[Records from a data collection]
□ □ □ □
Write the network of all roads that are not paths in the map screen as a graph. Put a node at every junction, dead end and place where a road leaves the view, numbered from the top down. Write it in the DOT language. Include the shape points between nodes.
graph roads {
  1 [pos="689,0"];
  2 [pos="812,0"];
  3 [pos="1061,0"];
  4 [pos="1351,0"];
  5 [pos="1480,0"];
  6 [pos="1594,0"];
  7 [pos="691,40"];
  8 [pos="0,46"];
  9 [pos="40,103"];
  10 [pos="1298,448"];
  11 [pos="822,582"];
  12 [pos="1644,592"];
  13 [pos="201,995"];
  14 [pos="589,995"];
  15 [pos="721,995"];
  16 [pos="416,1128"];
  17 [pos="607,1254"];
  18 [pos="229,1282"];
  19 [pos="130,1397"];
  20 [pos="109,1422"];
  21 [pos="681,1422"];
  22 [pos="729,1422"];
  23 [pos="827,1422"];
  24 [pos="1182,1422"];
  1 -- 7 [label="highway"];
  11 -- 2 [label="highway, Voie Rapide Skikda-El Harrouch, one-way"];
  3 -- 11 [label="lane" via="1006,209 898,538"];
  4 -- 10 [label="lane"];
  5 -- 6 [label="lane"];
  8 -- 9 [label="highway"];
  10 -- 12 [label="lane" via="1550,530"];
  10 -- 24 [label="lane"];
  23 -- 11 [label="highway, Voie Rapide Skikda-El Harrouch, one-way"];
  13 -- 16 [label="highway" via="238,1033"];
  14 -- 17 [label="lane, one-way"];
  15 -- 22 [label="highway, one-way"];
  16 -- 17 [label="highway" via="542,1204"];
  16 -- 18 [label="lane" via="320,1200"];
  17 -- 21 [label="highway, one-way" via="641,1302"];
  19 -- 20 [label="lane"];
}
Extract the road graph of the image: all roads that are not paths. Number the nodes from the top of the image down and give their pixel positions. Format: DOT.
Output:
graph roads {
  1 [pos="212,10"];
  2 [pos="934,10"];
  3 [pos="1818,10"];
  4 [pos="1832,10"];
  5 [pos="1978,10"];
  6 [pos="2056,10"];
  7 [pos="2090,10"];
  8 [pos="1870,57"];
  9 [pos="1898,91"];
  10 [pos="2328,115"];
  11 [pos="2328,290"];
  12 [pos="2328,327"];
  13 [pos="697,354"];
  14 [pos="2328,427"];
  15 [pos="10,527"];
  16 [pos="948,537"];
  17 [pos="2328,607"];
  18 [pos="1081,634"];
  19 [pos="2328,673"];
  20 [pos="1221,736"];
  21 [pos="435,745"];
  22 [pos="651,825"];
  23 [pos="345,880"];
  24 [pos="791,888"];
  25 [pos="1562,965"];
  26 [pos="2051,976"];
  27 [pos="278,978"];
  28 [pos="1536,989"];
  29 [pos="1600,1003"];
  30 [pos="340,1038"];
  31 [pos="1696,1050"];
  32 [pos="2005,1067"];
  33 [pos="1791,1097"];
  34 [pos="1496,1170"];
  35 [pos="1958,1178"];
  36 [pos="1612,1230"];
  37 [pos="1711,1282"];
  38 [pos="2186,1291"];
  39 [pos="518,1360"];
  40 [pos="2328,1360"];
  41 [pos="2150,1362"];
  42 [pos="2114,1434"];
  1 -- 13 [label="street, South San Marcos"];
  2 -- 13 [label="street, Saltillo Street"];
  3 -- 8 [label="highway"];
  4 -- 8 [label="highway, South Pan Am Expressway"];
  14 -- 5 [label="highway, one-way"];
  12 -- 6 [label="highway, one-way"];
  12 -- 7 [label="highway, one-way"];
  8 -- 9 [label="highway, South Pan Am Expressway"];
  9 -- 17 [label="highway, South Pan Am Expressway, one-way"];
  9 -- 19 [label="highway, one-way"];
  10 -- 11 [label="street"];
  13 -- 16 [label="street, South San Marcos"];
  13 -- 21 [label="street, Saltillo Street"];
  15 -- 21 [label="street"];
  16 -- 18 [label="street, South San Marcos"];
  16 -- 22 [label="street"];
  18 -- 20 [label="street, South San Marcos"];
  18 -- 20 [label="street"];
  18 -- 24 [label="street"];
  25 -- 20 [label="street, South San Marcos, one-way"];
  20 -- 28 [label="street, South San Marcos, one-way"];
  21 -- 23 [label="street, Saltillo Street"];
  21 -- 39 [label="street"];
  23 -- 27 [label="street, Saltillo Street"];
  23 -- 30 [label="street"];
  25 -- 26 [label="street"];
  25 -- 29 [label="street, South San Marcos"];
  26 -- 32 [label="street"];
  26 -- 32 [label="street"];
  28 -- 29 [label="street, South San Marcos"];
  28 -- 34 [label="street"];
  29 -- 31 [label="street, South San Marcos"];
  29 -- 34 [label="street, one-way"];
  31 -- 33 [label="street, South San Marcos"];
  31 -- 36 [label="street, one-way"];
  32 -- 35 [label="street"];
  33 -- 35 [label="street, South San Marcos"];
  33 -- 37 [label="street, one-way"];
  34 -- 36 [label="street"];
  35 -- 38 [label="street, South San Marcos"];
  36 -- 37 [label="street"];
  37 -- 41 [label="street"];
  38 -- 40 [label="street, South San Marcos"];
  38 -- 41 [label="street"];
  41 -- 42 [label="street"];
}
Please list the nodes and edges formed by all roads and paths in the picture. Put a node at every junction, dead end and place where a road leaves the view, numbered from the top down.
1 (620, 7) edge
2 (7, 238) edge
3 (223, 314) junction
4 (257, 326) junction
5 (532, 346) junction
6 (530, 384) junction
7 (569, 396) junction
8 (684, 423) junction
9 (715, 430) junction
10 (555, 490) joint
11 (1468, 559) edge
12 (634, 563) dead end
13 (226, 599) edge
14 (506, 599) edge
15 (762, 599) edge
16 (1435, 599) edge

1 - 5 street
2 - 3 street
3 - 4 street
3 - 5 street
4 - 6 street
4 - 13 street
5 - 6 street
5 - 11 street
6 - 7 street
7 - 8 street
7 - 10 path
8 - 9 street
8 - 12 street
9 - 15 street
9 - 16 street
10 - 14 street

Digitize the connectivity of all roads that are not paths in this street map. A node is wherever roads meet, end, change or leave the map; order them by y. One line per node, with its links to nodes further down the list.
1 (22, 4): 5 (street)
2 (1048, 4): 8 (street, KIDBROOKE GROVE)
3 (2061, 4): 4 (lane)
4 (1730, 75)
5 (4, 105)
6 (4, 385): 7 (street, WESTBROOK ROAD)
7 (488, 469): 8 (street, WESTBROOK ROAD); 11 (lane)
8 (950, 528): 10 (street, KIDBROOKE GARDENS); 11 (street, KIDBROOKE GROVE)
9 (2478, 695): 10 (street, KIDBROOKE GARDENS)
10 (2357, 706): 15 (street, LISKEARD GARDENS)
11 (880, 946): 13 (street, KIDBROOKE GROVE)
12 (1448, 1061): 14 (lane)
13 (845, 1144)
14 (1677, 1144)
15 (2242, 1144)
□ □ □ □
### [Work order]
Copy out every line in the records where the word "GARDENS" is found.

### [Result for this exercise]
8 (950, 528): 10 (street, KIDBROOKE GARDENS); 11 (street, KIDBROOKE GROVE)
9 (2478, 695): 10 (street, KIDBROOKE GARDENS)
10 (2357, 706): 15 (street, LISKEARD GARDENS)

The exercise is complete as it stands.